Source material:
==============================
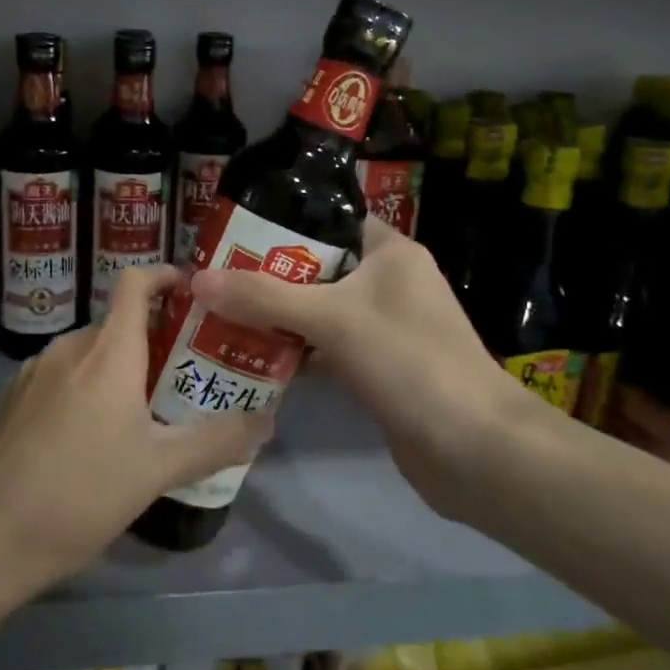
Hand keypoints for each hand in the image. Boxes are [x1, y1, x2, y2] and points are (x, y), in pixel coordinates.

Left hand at [0, 266, 272, 604]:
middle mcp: (66, 348)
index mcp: (106, 353)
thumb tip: (267, 420)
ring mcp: (31, 373)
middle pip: (117, 324)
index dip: (165, 276)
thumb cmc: (81, 495)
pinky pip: (60, 378)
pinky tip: (91, 440)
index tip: (194, 294)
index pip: (134, 283)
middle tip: (185, 378)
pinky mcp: (10, 401)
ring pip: (88, 355)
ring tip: (144, 414)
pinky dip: (85, 389)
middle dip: (154, 342)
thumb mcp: (158, 471)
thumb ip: (216, 441)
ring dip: (118, 370)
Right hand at [188, 218, 539, 523]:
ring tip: (220, 313)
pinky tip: (252, 358)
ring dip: (276, 316)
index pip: (331, 220)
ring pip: (319, 311)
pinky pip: (326, 349)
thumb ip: (263, 296)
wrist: (473, 449)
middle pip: (317, 268)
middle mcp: (389, 284)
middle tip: (214, 276)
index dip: (284, 222)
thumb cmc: (408, 361)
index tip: (233, 231)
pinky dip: (294, 352)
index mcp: (390, 253)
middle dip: (267, 274)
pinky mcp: (377, 369)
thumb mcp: (332, 318)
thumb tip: (196, 279)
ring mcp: (384, 329)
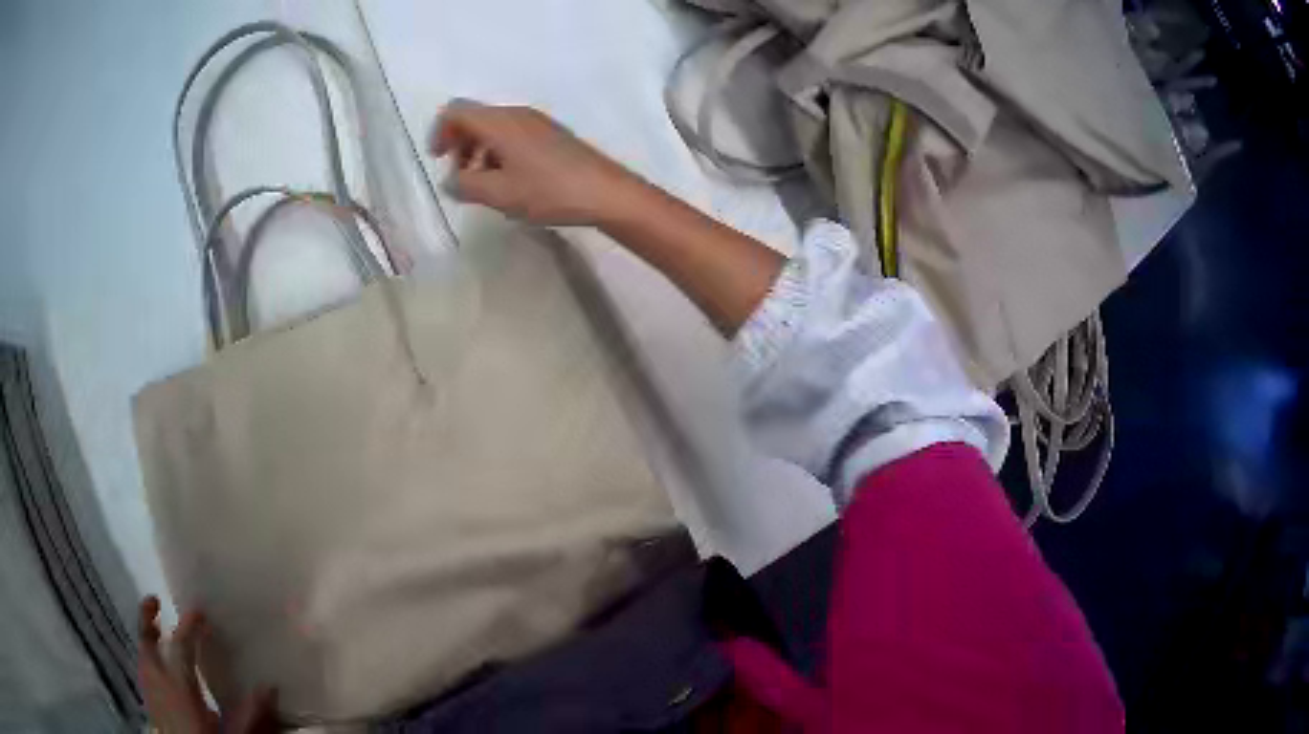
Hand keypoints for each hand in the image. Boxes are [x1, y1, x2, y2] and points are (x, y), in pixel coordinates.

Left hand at [138, 596, 277, 732]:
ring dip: (147, 636)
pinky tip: (156, 664)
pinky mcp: (148, 702)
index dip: (189, 625)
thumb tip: (270, 687)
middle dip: (147, 617)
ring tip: (155, 626)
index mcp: (179, 685)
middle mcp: (158, 681)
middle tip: (155, 600)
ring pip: (141, 652)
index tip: (199, 611)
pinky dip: (147, 657)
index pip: (181, 645)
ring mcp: (149, 690)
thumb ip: (247, 713)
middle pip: (146, 640)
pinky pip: (143, 669)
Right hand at [430, 99, 638, 225]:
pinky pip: (513, 136)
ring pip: (494, 128)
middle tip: (460, 176)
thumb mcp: (499, 193)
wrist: (606, 193)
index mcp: (500, 122)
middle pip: (475, 118)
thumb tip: (449, 181)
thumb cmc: (549, 191)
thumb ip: (465, 185)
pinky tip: (508, 182)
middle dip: (458, 144)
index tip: (438, 160)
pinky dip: (498, 154)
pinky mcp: (551, 136)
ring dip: (478, 152)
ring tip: (483, 185)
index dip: (440, 132)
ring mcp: (537, 123)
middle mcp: (517, 115)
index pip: (456, 110)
==============================
Brief:
Everything from the line containing "pinky pip: (513, 136)" through the last line above should be set down exactly; include no other lines.

Answer below:
pinky pip: (513, 136)
ring pip: (494, 128)
middle tip: (460, 176)
thumb mcp: (499, 193)
wrist: (606, 193)
index mcp: (500, 122)
middle pip: (475, 118)
thumb tip: (449, 181)
thumb cmc: (549, 191)
thumb ip: (465, 185)
pinky tip: (508, 182)
middle dip: (458, 144)
index tip: (438, 160)
pinky dip: (498, 154)
pinky mcp: (551, 136)
ring dip: (478, 152)
ring tip: (483, 185)
index dip: (440, 132)
ring mcp: (537, 123)
middle mcp: (517, 115)
index pip: (456, 110)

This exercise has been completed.